In the end, they're mere mortals

January 11, 2010|Dan Shaughnessy, Globe Columnist

FOXBOROUGH - It was great while it lasted, but even a pigheaded Patriots pigskin buff must acknowledge that the dynasty is over.

There was a time, not long ago, when there was a Patriot Way. Now the Patriots have lost their way. They are just another one-and-out playoff team, and not a likable one at that.

That black night in the desert in Glendale, Ariz., two years ago? That was it. Since the pursuit of perfection fell short in Super Bowl XLII, the Patriots have been outside the circle of NFL royalty. This is the way the late commissioner Pete Rozelle envisioned things when he pushed for parity at the exclusion of excellence. The once-great Patriots are now first-round playoff fodder.

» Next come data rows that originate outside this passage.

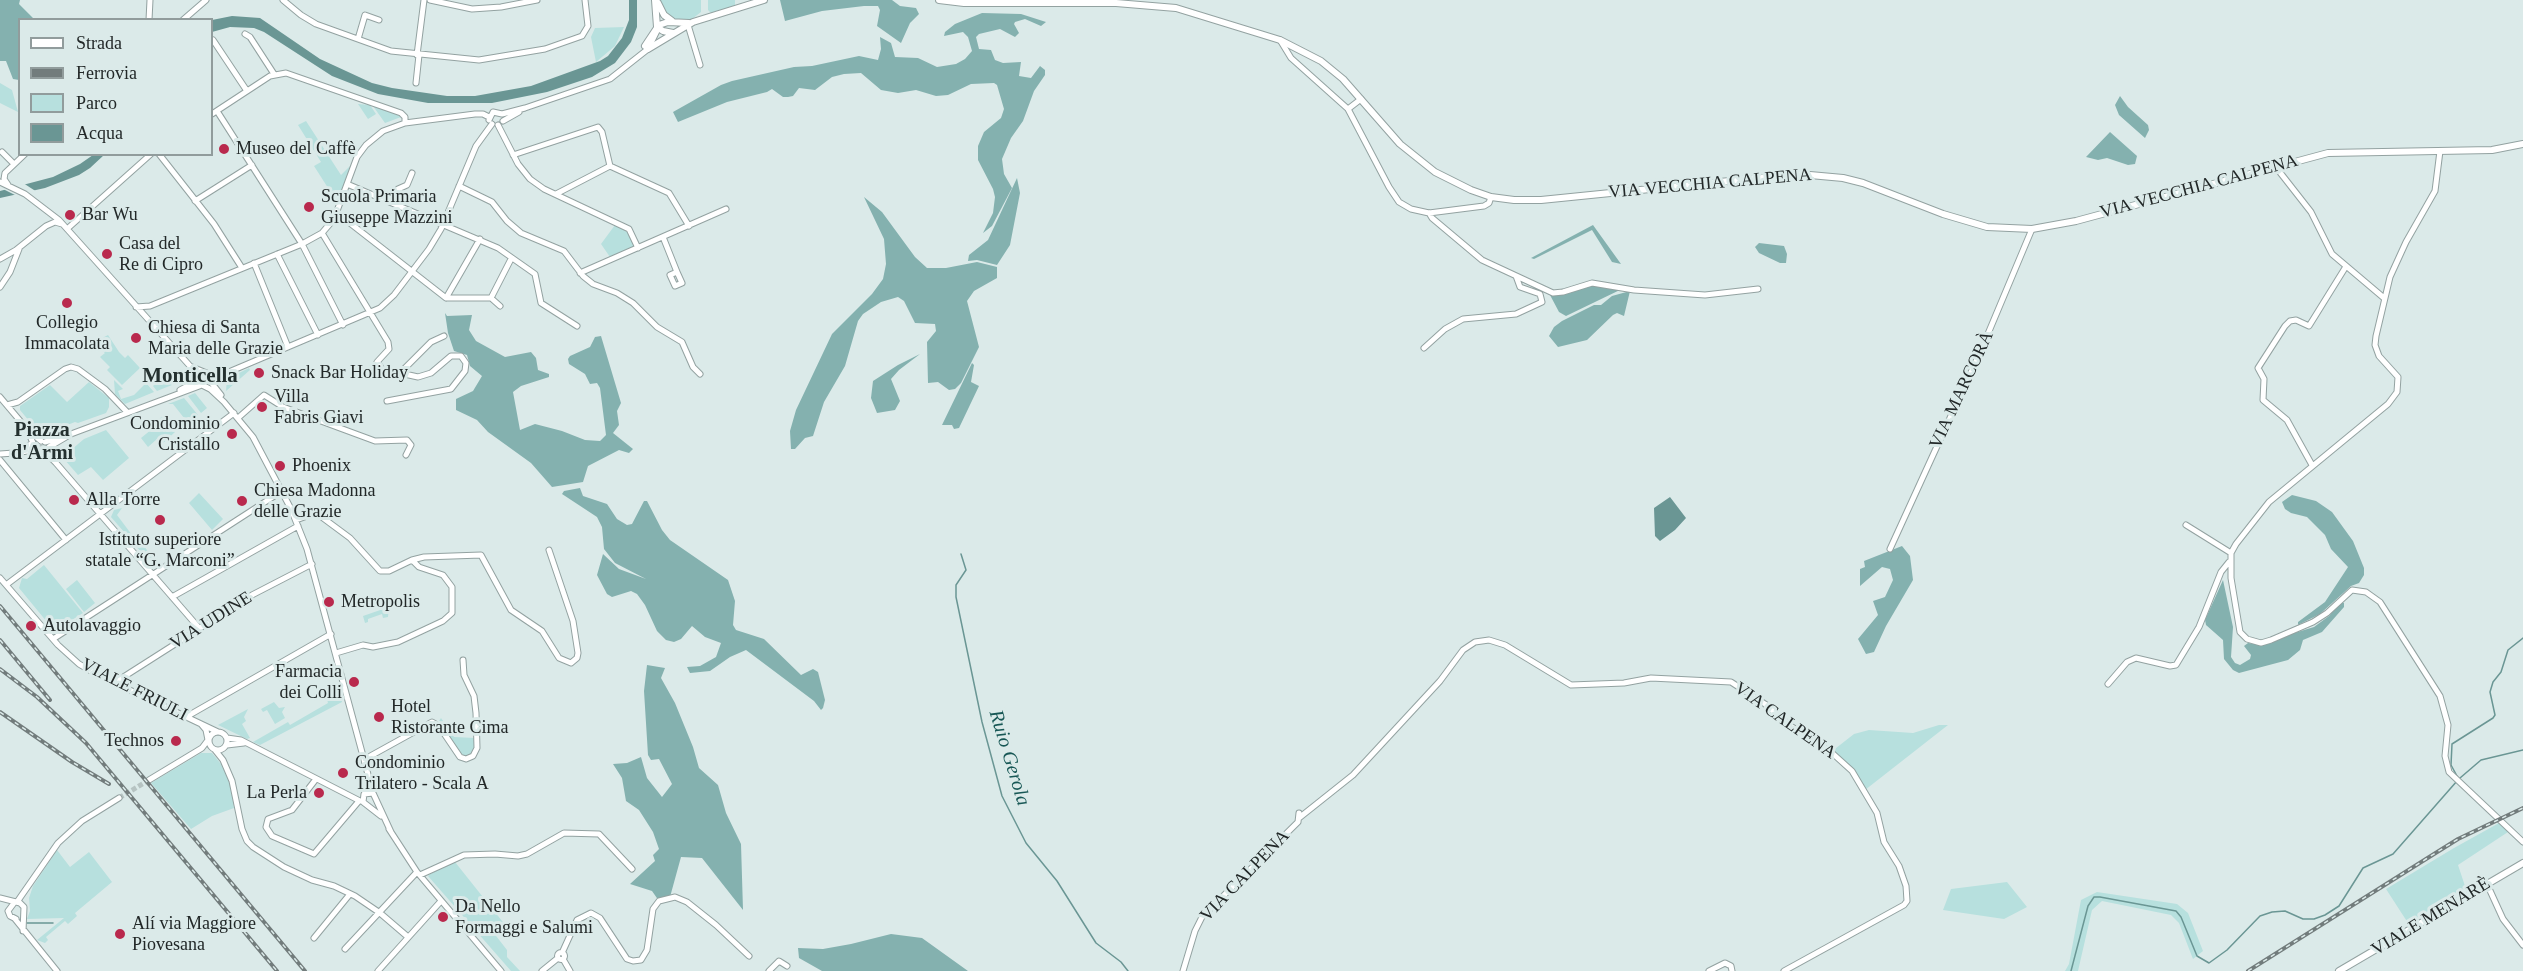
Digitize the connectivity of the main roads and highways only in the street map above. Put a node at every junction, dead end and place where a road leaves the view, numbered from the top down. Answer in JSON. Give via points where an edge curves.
{"nodes":[{"id":1,"x":765,"y":0,"type":"edge"},
{"id":2,"x":939,"y":0,"type":"edge"},
{"id":3,"x":656,"y":1,"type":"edge"},
{"id":4,"x":675,"y":22,"type":"junction"},
{"id":5,"x":690,"y":24,"type":"junction"},
{"id":6,"x":658,"y":27,"type":"junction"},
{"id":7,"x":674,"y":33,"type":"junction"},
{"id":8,"x":2523,"y":144,"type":"edge"},
{"id":9,"x":2523,"y":863,"type":"edge"},
{"id":10,"x":2339,"y":971,"type":"edge"}],
"edges":[{"from":1,"to":5,"type":"main road"},
{"from":2,"to":8,"type":"main road","name":"VIA VECCHIA CALPENA","via":[[1176,8],[1280,40],[1321,61],[1343,79],[1400,144],[1424,165],[1458,185],[1491,197],[1541,200],[1799,174],[1823,175],[1863,183],[1987,227],[2032,229],[2076,221],[2328,153],[2492,150]]},
{"from":3,"to":4,"type":"main road","via":[[664,15]]},
{"from":3,"to":6,"type":"main road"},
{"from":4,"to":5,"type":"main road"},
{"from":4,"to":6,"type":"main road"},
{"from":5,"to":7,"type":"main road"},
{"from":6,"to":7,"type":"main road"},
{"from":6,"to":7,"type":"main road","via":[[646,47]]},
{"from":9,"to":10,"type":"main road","name":"VIALE MENARÈ"}]}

The sixth-seeded Baltimore Ravens came to Gillette Stadium yesterday and demolished the once-unbeatable-at-home Patriots, 33-14. Foxborough’s frozen fans booed with gusto as the Ravens steamrolled to a 24-0 first-quarter lead.

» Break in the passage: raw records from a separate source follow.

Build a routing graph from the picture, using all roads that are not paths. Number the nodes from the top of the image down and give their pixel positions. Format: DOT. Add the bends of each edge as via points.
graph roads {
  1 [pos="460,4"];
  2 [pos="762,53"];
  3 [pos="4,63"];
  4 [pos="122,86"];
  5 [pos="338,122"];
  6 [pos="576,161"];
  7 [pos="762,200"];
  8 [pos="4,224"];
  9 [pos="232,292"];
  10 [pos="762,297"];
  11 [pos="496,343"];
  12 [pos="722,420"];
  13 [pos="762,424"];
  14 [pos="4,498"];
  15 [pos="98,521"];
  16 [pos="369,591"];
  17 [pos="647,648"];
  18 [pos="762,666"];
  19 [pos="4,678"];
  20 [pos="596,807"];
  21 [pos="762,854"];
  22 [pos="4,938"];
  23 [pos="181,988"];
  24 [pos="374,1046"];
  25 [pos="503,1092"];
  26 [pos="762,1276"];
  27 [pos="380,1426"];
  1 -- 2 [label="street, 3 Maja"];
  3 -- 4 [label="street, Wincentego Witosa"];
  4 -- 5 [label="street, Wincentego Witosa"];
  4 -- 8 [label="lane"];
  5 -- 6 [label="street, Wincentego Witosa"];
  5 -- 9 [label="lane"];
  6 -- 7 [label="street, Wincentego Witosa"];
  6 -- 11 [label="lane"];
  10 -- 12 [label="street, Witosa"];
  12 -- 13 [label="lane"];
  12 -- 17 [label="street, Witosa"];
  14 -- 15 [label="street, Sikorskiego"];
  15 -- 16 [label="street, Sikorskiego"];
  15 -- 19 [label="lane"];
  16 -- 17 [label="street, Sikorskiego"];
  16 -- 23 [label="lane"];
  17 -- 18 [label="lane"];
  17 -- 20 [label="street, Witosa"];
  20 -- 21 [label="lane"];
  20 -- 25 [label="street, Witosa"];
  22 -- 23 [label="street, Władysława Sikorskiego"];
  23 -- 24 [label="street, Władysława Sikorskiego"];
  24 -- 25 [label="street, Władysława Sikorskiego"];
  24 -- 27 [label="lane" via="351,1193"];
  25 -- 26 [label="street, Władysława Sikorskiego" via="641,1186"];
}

“I’d have been booing us, too, the way we played,’’ said quarterback Tom Brady, the man who best knows that this was not a team of nobility, effort, and hard work like the teams he led in the last decade.

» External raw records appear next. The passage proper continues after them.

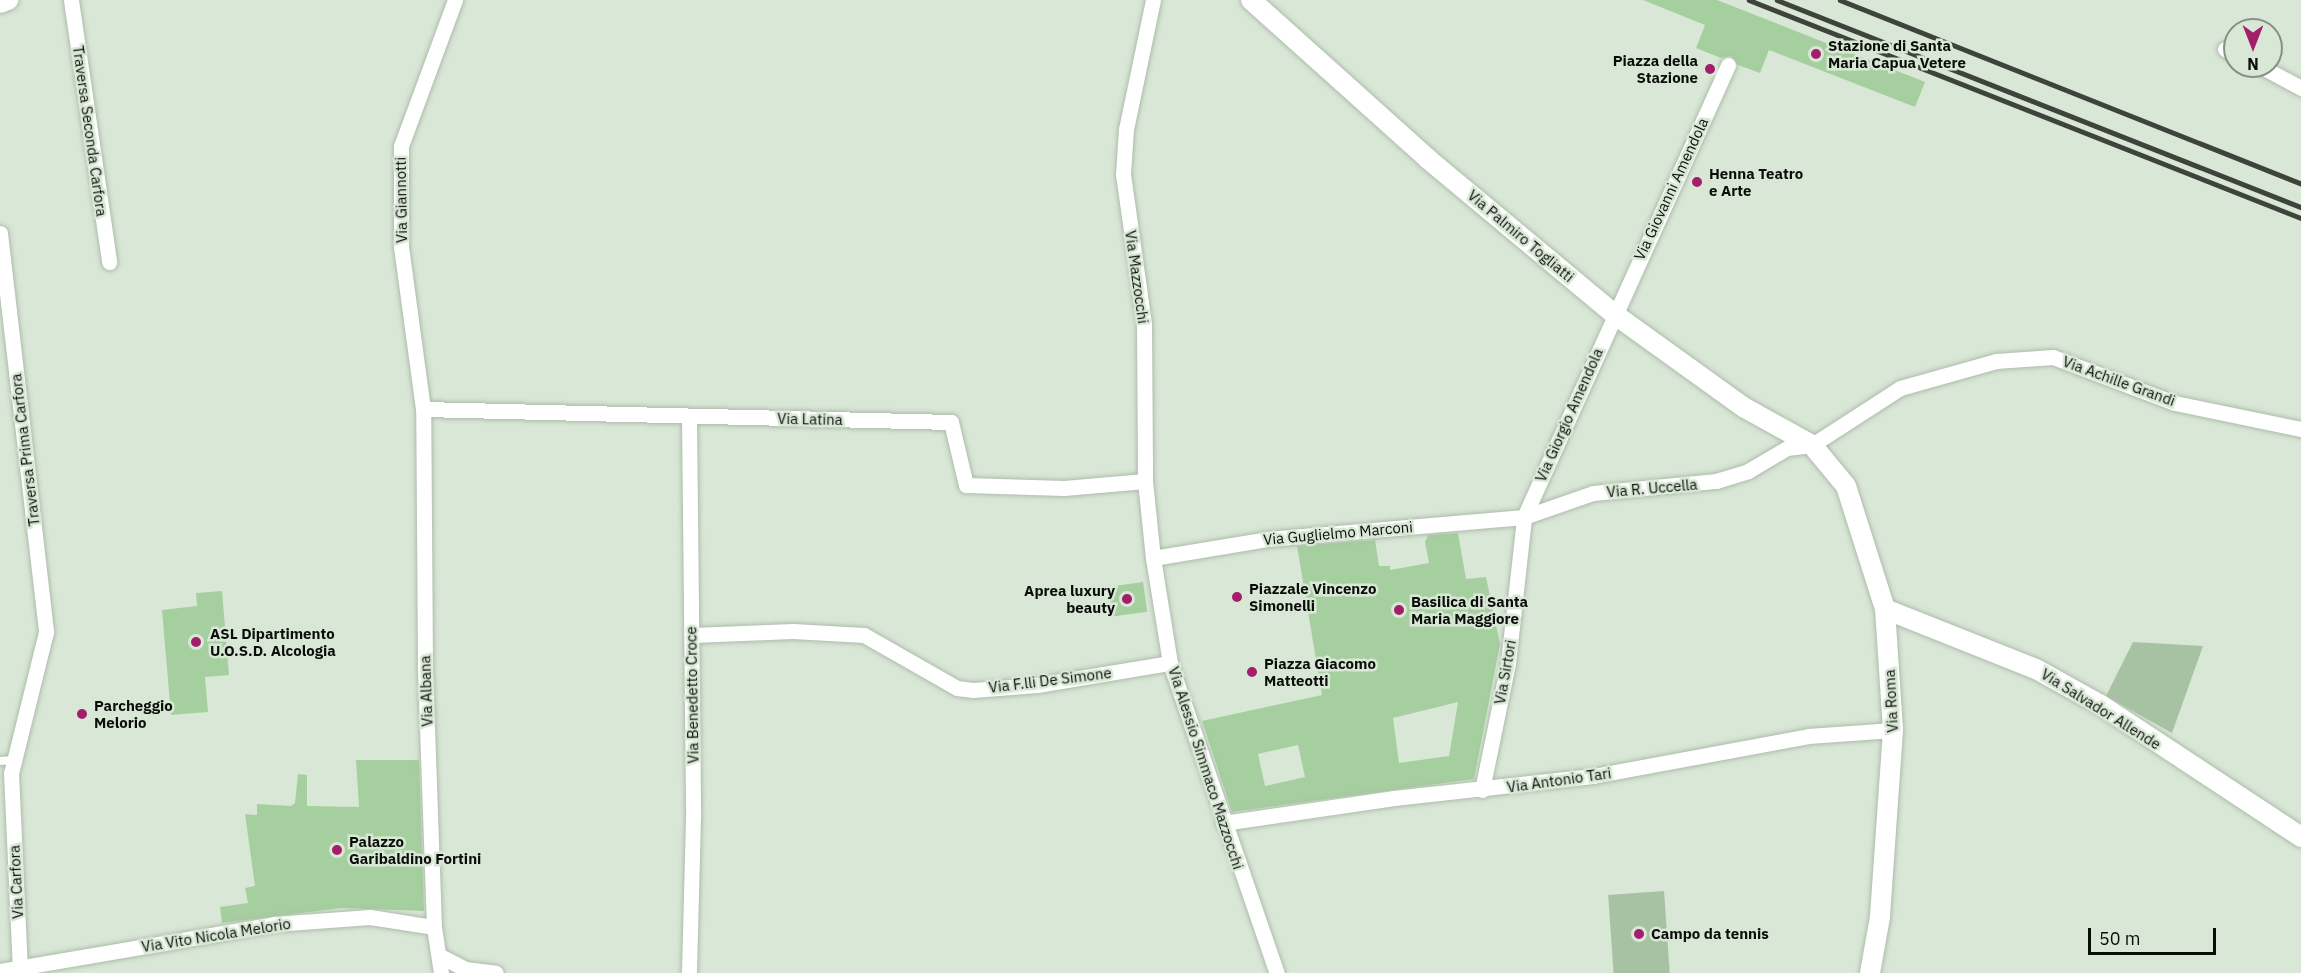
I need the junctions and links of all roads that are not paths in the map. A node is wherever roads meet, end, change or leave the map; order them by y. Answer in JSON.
{"nodes":[{"id":1,"x":8,"y":0,"type":"edge"},
{"id":2,"x":71,"y":0,"type":"edge"},
{"id":3,"x":455,"y":0,"type":"edge"},
{"id":4,"x":1153,"y":0,"type":"edge"},
{"id":5,"x":1251,"y":0,"type":"edge"},
{"id":6,"x":0,"y":3,"type":"edge"},
{"id":7,"x":1728,"y":64,"type":"dead end"},
{"id":8,"x":2294,"y":79,"type":"edge"},
{"id":9,"x":2301,"y":88,"type":"edge"},
{"id":10,"x":0,"y":233,"type":"edge"},
{"id":11,"x":109,"y":262,"type":"dead end"},
{"id":12,"x":1614,"y":314,"type":"junction"},
{"id":13,"x":423,"y":409,"type":"junction"},
{"id":14,"x":689,"y":417,"type":"junction"},
{"id":15,"x":2301,"y":429,"type":"edge"},
{"id":16,"x":1812,"y":445,"type":"junction"},
{"id":17,"x":1146,"y":481,"type":"junction"},
{"id":18,"x":1524,"y":517,"type":"junction"},
{"id":19,"x":1153,"y":558,"type":"junction"},
{"id":20,"x":1886,"y":609,"type":"junction"},
{"id":21,"x":46,"y":632,"type":"joint"},
{"id":22,"x":692,"y":635,"type":"junction"},
{"id":23,"x":1170,"y":663,"type":"junction"},
{"id":24,"x":1893,"y":730,"type":"junction"},
{"id":25,"x":7,"y":760,"type":"edge"},
{"id":26,"x":1482,"y":790,"type":"junction"},
{"id":27,"x":1223,"y":823,"type":"junction"},
{"id":28,"x":2301,"y":837,"type":"edge"},
{"id":29,"x":434,"y":927,"type":"junction"},
{"id":30,"x":440,"y":956,"type":"junction"},
{"id":31,"x":20,"y":969,"type":"junction"},
{"id":32,"x":0,"y":971,"type":"edge"},
{"id":33,"x":1273,"y":972,"type":"edge"},
{"id":34,"x":441,"y":973,"type":"edge"},
{"id":35,"x":496,"y":973,"type":"edge"},
{"id":36,"x":689,"y":973,"type":"edge"},
{"id":37,"x":1870,"y":973,"type":"edge"}],
"edges":[{"from":1,"to":6,"type":"street"},
{"from":2,"to":11,"type":"street","name":"Traversa Seconda Carfora"},
{"from":3,"to":13,"type":"street","name":"Via Giannotti"},
{"from":4,"to":17,"type":"street","name":"Via Mazzocchi"},
{"from":5,"to":12,"type":"street","name":"Via Palmiro Togliatti"},
{"from":7,"to":12,"type":"street","name":"Via Giovanni Amendola"},
{"from":8,"to":9,"type":"street"},
{"from":10,"to":21,"type":"street","name":"Traversa Prima Carfora"},
{"from":12,"to":16,"type":"street","name":"Via Palmiro Togliatti"},
{"from":12,"to":18,"type":"street","name":"Via Giorgio Amendola"},
{"from":13,"to":14,"type":"street","name":"Via Latina"},
{"from":13,"to":29,"type":"street","name":"Via Albana"},
{"from":14,"to":17,"type":"street","name":"Via Latina"},
{"from":14,"to":22,"type":"street","name":"Via Benedetto Croce"},
{"from":15,"to":16,"type":"street","name":"Via Achille Grandi"},
{"from":16,"to":18,"type":"street","name":"Via R. Uccella"},
{"from":16,"to":20,"type":"street","name":"Via Roma"},
{"from":17,"to":19,"type":"street","name":"Via Mazzocchi"},
{"from":18,"to":19,"type":"street","name":"Via Guglielmo Marconi"},
{"from":18,"to":26,"type":"street","name":"Via Sirtori"},
{"from":19,"to":23,"type":"street","name":"Via Alessio Simmaco Mazzocchi"},
{"from":20,"to":24,"type":"street","name":"Via Roma"},
{"from":20,"to":28,"type":"street","name":"Via Salvador Allende"},
{"from":21,"to":25,"type":"street","name":"Via Carfora"},
{"from":22,"to":23,"type":"street","name":"Via F.lli De Simone"},
{"from":22,"to":36,"type":"street","name":"Via Benedetto Croce"},
{"from":23,"to":27,"type":"street","name":"Via Alessio Simmaco Mazzocchi"},
{"from":24,"to":26,"type":"street","name":"Via Antonio Tari"},
{"from":24,"to":37,"type":"street","name":"Via Roma"},
{"from":25,"to":31,"type":"street","name":"Via Carfora"},
{"from":26,"to":27,"type":"street","name":"Via Antonio Tari"},
{"from":27,"to":33,"type":"street","name":"Via Alessio Simmaco Mazzocchi"},
{"from":29,"to":30,"type":"street","name":"Via Albana"},
{"from":29,"to":31,"type":"street","name":"Via Vito Nicola Melorio"},
{"from":30,"to":34,"type":"street","name":"Via Albana"},
{"from":30,"to":35,"type":"street"},
{"from":31,"to":32,"type":"street","name":"Via Vito Nicola Melorio"}]}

This was bad. It was the Winter Un-Classic. Through the golden years at Gillette the motto has been “do your job,’’ but yesterday it appeared the only guys who’d done their job were the Guatemalan snow shovelers who’d been hired to de-ice the stadium. Baltimore’s Ray Rice went 83 yards up the gut on the first play from scrimmage. Rice could have motored up the ramp and onto Route 1, Gump-like, before anyone touched him. The carnage was on. The Patriots succumbed to a hail of interceptions, strip sacks, misplays, and blown coverages.

Proud Vince Wilfork (13 tackles), a mountain of a man who was here in the golden days of ’04, said, “They [Ravens] came in and wanted it more than us, and it showed. We got beat up and it don’t feel good. We didn’t come to play. We didn’t play like it was a playoff game. For them to come in here and do what they did, they could basically have been playing out there with a JV football team and they probably would have given a better effort than we did.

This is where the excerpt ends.